Most of the literatures focus on promoting employment for high-functioning PWASD (Baldwin, Costley, & Warren, 2014), whereas those who are lower-functioning continued to be left out in the society, receiving adult day care services and away from a functioning life (Taylor & Seltzer, 2011). However, in order to acquire complete data on the employment of PWASD, employment situation across the ASD spectrum should be examined. For example, higher-functioning PWASD could acquire jobs in areas such as computer science, but those who are lower-functioning could take on easier tasks such as sorting books and working as cashiers. The latter kinds of occupations require minimum mental or physical labor, and are in accordance with lower-functioning PWASD’s tendency to perform repetitive tasks, which would improve their vocational outcomes.

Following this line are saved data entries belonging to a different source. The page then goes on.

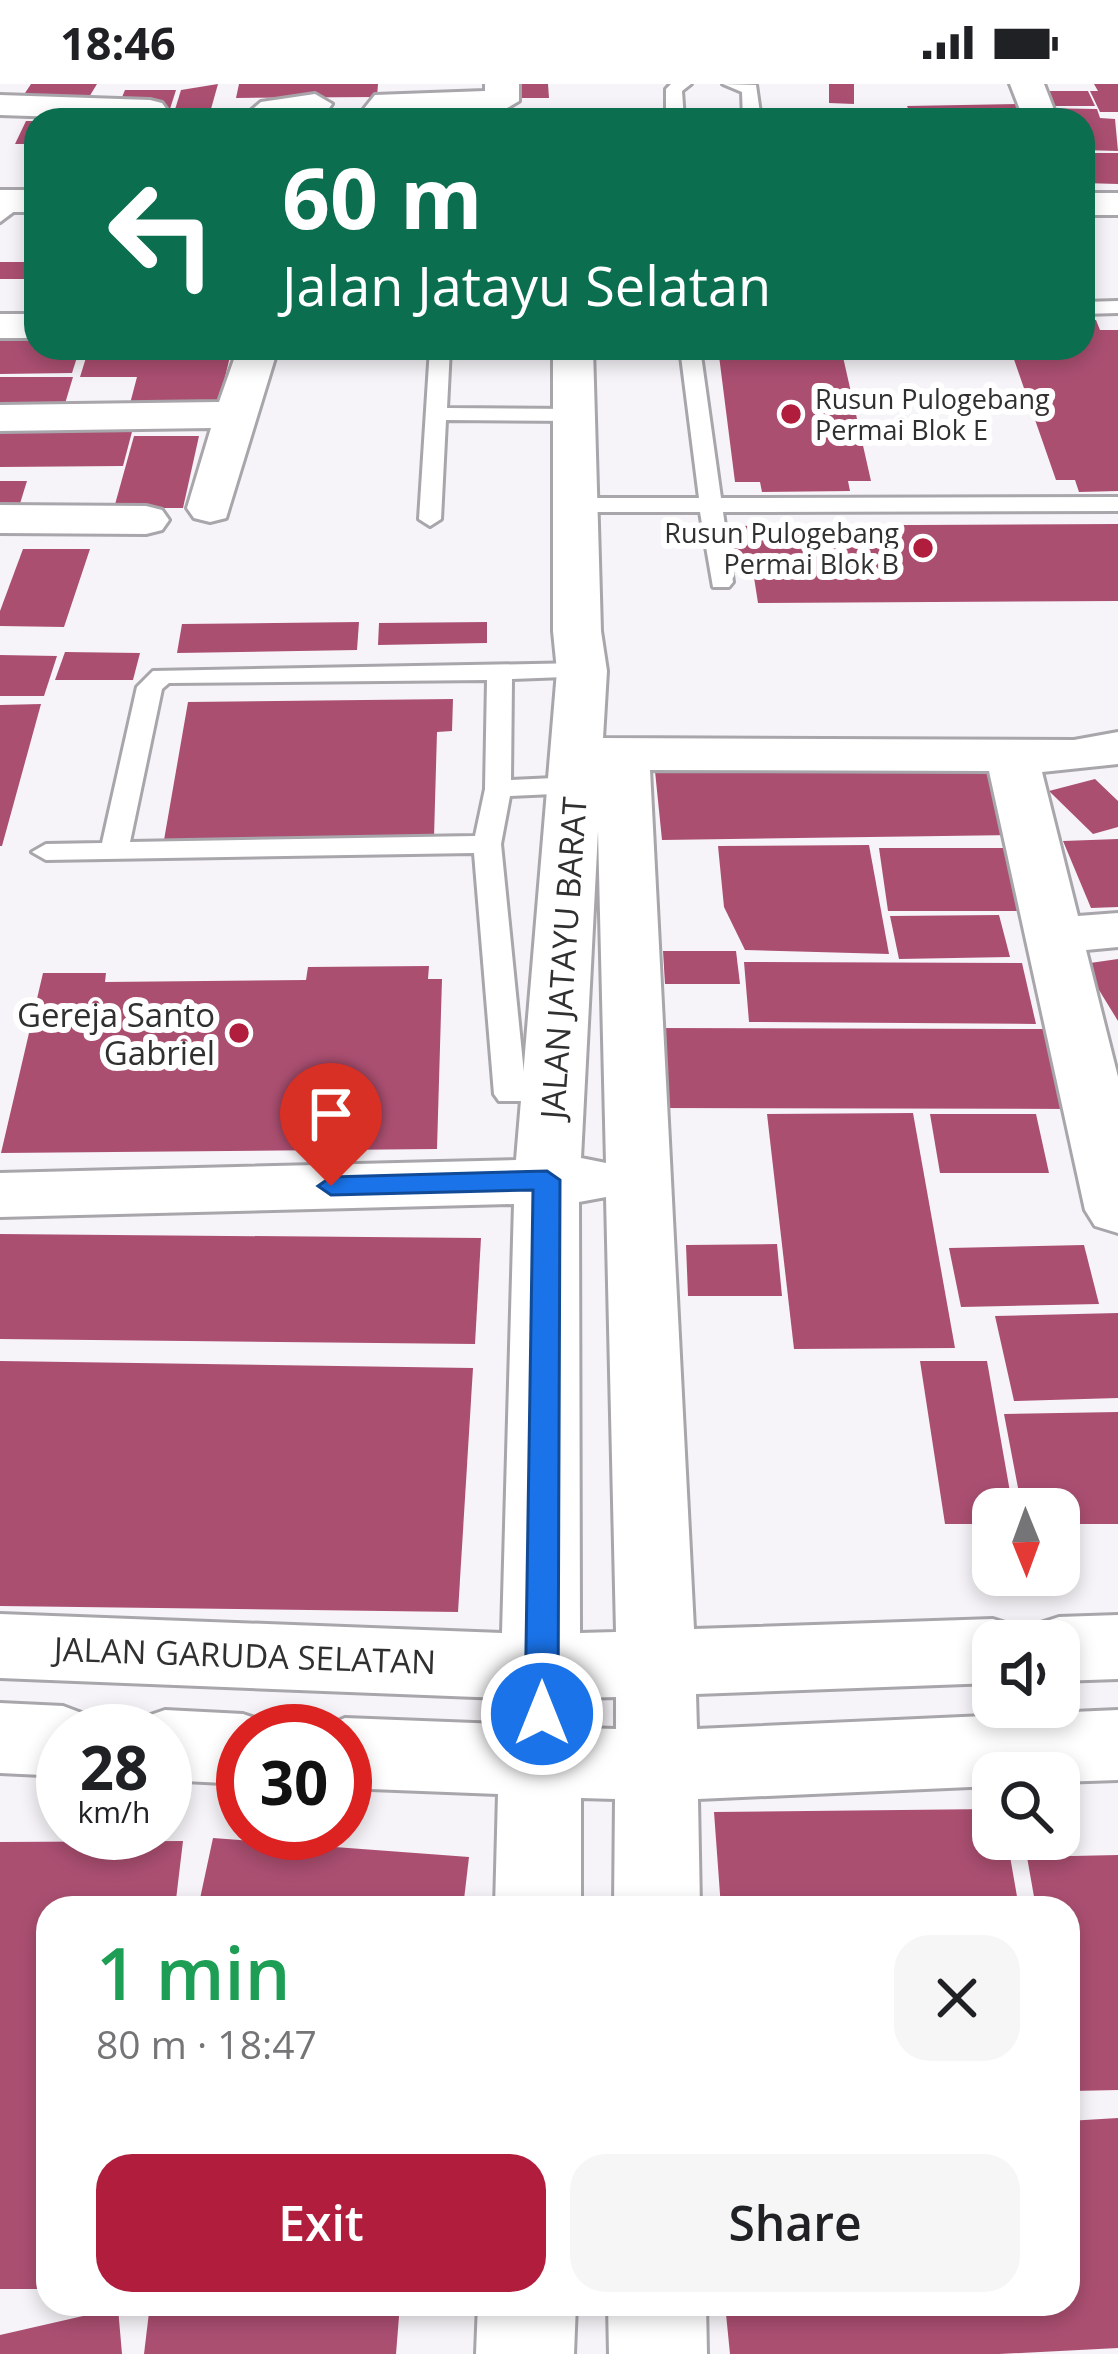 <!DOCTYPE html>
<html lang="en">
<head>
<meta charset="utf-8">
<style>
	body { margin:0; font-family:"Open Sans",sans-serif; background:#f6f6f6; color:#202124; height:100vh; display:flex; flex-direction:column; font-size:45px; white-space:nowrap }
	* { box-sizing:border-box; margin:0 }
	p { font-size:39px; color:#757577 }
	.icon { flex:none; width:66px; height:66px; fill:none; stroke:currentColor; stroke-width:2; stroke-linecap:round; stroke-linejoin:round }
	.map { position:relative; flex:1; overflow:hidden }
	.side { position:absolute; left:36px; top:1812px; width:1044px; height:420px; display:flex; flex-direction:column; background:#fff; border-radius:36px; box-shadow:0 6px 18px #0003 }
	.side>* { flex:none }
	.banner { position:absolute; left:24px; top:24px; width:1071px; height:252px; border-radius:36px; box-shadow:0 6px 18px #0003; background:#0b6e4f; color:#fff; overflow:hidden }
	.needle { width:78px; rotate:179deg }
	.tools { position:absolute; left:972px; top:1404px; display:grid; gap:24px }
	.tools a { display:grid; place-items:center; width:108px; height:108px; border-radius:24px; background:#fff; box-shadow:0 6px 18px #0003; font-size:60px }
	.speed { position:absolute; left:36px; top:1620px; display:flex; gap:24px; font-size:60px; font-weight:700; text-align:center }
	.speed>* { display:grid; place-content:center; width:156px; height:156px; border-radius:50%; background:#fff; box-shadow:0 6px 18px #0003; line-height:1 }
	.speed small { font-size:30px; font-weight:400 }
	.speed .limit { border:18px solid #d22; background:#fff; color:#111 }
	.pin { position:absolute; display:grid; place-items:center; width:102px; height:102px; color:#fff; margin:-123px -51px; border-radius:50% 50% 50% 0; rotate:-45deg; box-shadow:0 0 12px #0007 }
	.pin .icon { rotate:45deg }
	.me { position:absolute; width:132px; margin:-66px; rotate:0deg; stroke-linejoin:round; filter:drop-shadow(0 0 9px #0008) }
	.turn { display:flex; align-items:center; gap:42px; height:252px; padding:0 60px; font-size:54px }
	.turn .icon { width:156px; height:156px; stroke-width:2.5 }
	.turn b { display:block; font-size:84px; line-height:102px }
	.round { display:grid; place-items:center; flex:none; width:126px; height:126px; border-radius:36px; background:#f6f6f6 }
	.head { display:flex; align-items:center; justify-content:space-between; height:204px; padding:0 60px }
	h1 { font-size:72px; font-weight:600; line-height:90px; color:#1e9e55 }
	.primary-button { display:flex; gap:24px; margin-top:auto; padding:24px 60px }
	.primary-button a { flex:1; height:138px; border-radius:36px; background:#b11e3d; color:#fff; font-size:48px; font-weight:600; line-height:138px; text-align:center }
	.primary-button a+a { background:#f6f6f6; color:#202124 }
	.status { display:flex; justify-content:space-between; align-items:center; height:84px; padding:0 60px; background:#fff; direction:ltr }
	.status svg { height:33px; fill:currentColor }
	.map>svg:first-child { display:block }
</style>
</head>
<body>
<div class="status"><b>18:46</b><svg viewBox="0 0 49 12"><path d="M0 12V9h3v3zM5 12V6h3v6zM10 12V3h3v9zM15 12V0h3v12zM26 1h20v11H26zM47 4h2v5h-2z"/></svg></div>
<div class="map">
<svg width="1118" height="2270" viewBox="0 0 1118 2270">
	<rect width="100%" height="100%" fill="#f6f4f8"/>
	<g fill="#ab4f71">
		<path d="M 31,0 L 97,0 L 83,23 L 17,21 Z"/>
		<path d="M 218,0 L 209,32 L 173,32 L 181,6 Z"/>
		<path d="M 239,0 L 378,0 L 377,13 L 236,14 Z"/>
		<path d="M 509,0 L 548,0 L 549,14 L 510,14 Z"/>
		<path d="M 829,0 L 854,0 L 854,20 L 829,19 Z"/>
		<path d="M 1094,0 L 1118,0 L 1118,28 L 1100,28 L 1090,7 L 1098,7 Z"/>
		<path d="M 125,6 L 176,6 L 170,25 L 117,25 Z"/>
		<path d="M 1030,7 L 1088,7 L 1095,22 L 1036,22 Z"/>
		<path d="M 1024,20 L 1032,36 L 913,36 L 907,22 Z"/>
		<path d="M 1041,24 L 1097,25 L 1100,34 L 1115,35 L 1118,67 L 1083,66 L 1083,36 L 1046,36 Z"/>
		<path d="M 384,27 L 482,27 L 481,36 L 382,36 Z"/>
		<path d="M 26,37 L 36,37 L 36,60 L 15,60 Z"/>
		<path d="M 1083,69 L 1118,69 L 1118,100 L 1083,99 Z"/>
		<path d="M 0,178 L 36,178 L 36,186 L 33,195 L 0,195 Z"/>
		<path d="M 1083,236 L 1096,236 L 1100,246 L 1118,246 L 1118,407 L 1079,408 L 1075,396 L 1056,396 L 1010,264 L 1083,264 Z"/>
		<path d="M 0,253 L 36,253 L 36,264 L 80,264 L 72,289 L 0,290 Z"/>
		<path d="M 89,264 L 232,264 L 216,331 L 127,331 L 137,293 L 80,293 Z"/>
		<path d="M 718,264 L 841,264 L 871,397 L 848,397 L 850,407 L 762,408 L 760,398 L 735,398 Z"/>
		<path d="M 0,293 L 73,293 L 61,333 L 0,333 Z"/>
		<path d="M 133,344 L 123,382 L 0,383 L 0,345 Z"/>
		<path d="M 134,352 L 199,352 L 183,424 L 114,424 Z"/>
		<path d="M 0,397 L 27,397 L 18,426 L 0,426 Z"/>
		<path d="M 1118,440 L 1118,517 L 758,519 L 753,487 L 731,487 L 726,442 Z"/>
		<path d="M 23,465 L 90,465 L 64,543 L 0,542 L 0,527 Z"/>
		<path d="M 359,538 L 357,566 L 177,569 L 182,540 Z"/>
		<path d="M 487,538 L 487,559 L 378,561 L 379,539 Z"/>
		<path d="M 65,568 L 140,569 L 133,596 L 55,596 Z"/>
		<path d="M 0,571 L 57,572 L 44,612 L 0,612 Z"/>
		<path d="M 453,615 L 452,647 L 437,648 L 434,753 L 164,756 L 188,618 Z"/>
		<path d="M 41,620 L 2,762 L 0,762 L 0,621 Z"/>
		<path d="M 995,682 L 1015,751 L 662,756 L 655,687 Z"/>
		<path d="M 1095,695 L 1118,717 L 1118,743 L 1093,750 L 1049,707 Z"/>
		<path d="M 1118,755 L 1118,823 L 1091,824 L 1063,757 Z"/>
		<path d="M 869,761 L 889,870 L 745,866 L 724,823 L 718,762 Z"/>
		<path d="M 879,764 L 1005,764 L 1018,827 L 888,827 Z"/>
		<path d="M 999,831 L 1010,873 L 899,875 L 890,832 Z"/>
		<path d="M 663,867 L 736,867 L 740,900 L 665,900 Z"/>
		<path d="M 1118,875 L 1118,937 L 1083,880 Z"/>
		<path d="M 744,878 L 1022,879 L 1036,940 L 749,938 Z"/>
		<path d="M 429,882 L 428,895 L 442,895 L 437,1065 L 1,1069 L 43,889 L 106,889 L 105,898 L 306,896 L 308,883 Z"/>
		<path d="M 650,944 L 1055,945 L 1074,1025 L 653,1024 Z"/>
		<path d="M 913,1029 L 955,1264 L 794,1265 L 767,1030 Z"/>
		<path d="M 930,1030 L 1036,1030 L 1049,1089 L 940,1089 Z"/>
		<path d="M 0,1150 L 481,1154 L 475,1260 L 0,1255 Z"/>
		<path d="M 777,1160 L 782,1212 L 688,1212 L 686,1161 Z"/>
		<path d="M 1084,1161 L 1099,1220 L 961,1223 L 949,1164 Z"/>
		<path d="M 1118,1229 L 1118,1314 L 1014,1317 L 995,1232 Z"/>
		<path d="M 0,1277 L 473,1284 L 458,1528 L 0,1522 Z"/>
		<path d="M 920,1277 L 987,1277 L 1013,1425 L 993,1425 L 993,1440 L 945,1440 Z"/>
		<path d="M 1118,1328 L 1118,1440 L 1059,1440 L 1059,1425 L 1022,1425 L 1004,1330 Z"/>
		<path d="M 993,1725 L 993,1755 L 1007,1755 L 1019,1824 L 721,1824 L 714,1728 Z"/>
		<path d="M 213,1754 L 469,1773 L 463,1824 L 198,1824 Z"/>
		<path d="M 183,1757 L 175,1824 L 48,1824 L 48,2205 L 0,2205 L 0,1758 Z"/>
		<path d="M 1118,1771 L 1118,2006 L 1072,2007 L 1068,1824 L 1036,1824 L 1027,1773 Z"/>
		<path d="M 1118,2034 L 1118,2264 L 999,2270 L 730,2270 L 725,2220 L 1068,2220 L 1068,2037 Z"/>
		<path d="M 150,2220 L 400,2220 L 396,2270 L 144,2270 Z"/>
		<path d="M 118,2224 L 122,2270 L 0,2270 L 0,2251 Z"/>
	</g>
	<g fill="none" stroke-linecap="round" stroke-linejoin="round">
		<defs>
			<g id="service">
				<path d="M 671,0 L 691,0 L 682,7 L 684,36 L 666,36 L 666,5 Z"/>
				<path d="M 723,0 L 756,1 L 761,36 L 743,36 L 742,8 Z"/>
				<path d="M 13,113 L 28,117 L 0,138 L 0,123 Z"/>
				<path d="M 1118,217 L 1118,229 L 1083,230 L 1083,218 Z"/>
				<path d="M 430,264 L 450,264 L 447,324 L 575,325 L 586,331 L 575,337 L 446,336 L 441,435 L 430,442 L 419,435 Z"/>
				<path d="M 680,264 L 700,264 L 721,414 L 1118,413 L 1118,427 L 723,428 L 733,498 L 729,503 L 713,503 L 700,428 L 578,428 L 567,421 L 578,414 L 699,414 Z"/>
				<path d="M 582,579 L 591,582 L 595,587 L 591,592 L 512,595 L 511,696 L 576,693 L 589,701 L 576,709 L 510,712 L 501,760 L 526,1010 L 521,1017 L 499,1017 L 494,1010 L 474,769 L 46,776 L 32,768 L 46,760 L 102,759 L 137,603 L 153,587 ZM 487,596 L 485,705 L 475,752 L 130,758 L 162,605 L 169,599 Z"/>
			</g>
			<g id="minor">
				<path d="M 485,0 L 519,0 L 519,17 L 502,27 L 397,28 L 390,36 L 355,36 L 375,11 L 485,7 Z"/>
				<path d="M 1010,0 L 1044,0 L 1058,36 L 1024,36 Z"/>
				<path d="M 315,10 L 332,20 L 327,27 L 279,36 L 240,36 L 261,18 Z"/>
				<path d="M 0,11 L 150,16 L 162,19 L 167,26 L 151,36 L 0,31 Z"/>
				<rect x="0" y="106" width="36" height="22"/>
				<rect x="1083" y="109" width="35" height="22"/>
				<rect x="0" y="230" width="36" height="24"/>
				<path d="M 238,264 L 278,264 L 226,434 L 210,438 L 194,434 L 187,424 L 211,344 L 0,347 L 0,321 L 219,318 Z"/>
				<path d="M 553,264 L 593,264 L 601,547 L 607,587 L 603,654 L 1074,656 L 1118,648 L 1118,680 L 1042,688 L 1078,832 L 1118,829 L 1118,863 L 1086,866 L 1118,993 L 1118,1149 L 1095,1142 L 1085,1126 L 989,687 L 650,686 L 694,1545 L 993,1535 L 1021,1544 L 1026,1554 L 1031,1542 L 1059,1533 L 1118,1531 L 1118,1595 L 1059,1597 L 1059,1557 L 993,1557 L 993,1599 L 696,1610 L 697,1645 L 1118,1626 L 1118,1696 L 1059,1698 L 1059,1689 L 993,1689 L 993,1702 L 698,1715 L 700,1824 L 614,1824 L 615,1715 L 581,1714 L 581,1824 L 495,1824 L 498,1710 L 345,1704 L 345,1647 L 315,1647 L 345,1634 L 500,1640 L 501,1614 L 0,1594 L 0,1530 L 502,1549 L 514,1120 L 0,1133 L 0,1089 L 516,1076 L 557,587 L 553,547 ZM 598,747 L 606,1079 L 581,1074 ZM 606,1113 L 616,1548 L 580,1549 L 579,1118 ZM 616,1613 L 616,1645 L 581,1644 L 581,1614 Z"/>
				<path d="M 0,421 L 146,422 L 162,426 L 169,436 L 162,446 L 146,450 L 0,449 Z"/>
				<path d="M 0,1619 L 63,1622 L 92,1633 L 99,1647 L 63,1647 L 63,1692 L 0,1689 Z"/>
				<path d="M 165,1626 L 243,1630 L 272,1640 L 275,1647 L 243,1647 L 243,1700 L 165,1696 L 165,1647 L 131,1647 L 136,1636 Z"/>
				<path d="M 478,2220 L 576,2220 L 574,2270 L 476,2270 Z"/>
				<path d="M 608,2220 L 706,2220 L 707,2270 L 609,2270 Z"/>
			</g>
		</defs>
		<use href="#service" stroke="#a8a6aa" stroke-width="6"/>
		<use href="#minor" stroke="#a8a6aa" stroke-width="6"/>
		<use href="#service" fill="#fff" fill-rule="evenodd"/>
		<use href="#minor" fill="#fff" fill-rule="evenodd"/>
	</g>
	<path fill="#1a73e8" stroke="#114b97" stroke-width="3" d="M 547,1087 L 560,1096 L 558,1630 L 554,1640 L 542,1644 L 530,1640 L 525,1630 L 533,1106 L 331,1111 L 318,1102 L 331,1093 Z"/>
	<g fill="#b11e3d" stroke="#fff" stroke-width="4.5">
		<circle cx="791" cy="330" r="12"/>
		<circle cx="923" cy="464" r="12"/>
		<circle cx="239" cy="949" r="12"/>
	</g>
	<g text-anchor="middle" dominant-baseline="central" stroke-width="12" stroke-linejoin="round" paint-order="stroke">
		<g font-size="27" fill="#303031" stroke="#fff" text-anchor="start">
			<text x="815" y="314">Rusun Pulogebang<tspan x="815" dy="31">Permai Blok E</tspan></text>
			<text x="899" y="448" text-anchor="end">Rusun Pulogebang<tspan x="899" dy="31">Permai Blok B</tspan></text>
		</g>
		<g font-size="33" fill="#303031" stroke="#fff">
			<text transform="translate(563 874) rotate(-86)">JALAN JATAYU BARAT</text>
			<text transform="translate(245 1571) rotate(2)">JALAN GARUDA SELATAN</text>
		</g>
		<g font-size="33" fill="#303031" stroke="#fff" text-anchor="end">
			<text x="215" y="930">Gereja Santo<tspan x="215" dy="38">Gabriel</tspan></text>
		</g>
	</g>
</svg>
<div class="tools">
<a><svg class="needle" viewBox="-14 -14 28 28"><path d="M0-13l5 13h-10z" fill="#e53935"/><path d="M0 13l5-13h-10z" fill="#757577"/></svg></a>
<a><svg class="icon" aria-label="sound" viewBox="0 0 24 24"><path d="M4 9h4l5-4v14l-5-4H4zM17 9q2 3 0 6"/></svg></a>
<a><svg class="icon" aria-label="search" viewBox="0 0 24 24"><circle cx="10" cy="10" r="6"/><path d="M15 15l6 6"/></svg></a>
</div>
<div class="speed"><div>28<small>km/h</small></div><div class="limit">30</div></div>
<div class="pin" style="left:331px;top:1102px;background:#d93025"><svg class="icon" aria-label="arrive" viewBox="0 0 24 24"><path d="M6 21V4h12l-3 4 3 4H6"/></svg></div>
<svg class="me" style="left:542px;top:1630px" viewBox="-20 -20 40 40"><circle r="17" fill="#1a73e8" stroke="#fff" stroke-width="3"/><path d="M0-11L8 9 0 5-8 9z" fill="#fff"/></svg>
<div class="banner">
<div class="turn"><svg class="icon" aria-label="left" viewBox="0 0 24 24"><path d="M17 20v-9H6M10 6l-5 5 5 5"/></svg><div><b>60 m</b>Jalan Jatayu Selatan</div></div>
</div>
<section class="side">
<div class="head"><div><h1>1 min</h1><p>80 m · 18:47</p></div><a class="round"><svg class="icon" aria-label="close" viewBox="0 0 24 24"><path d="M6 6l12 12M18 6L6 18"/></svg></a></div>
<div class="primary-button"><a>Exit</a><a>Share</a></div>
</section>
</div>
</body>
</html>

For future research directions, a comprehensive analysis on current employment situation and employment opportunities for PWASD who are lower-functioning are need to promote more tailored employment opportunities, because employment has shown to be beneficial and mostly successful for higher-functioning PWASD. Developing tailored employment and new vocational programs for lower-functioning PWASD are needed, along with sufficient evaluation and modification to sufficiently support PWASD.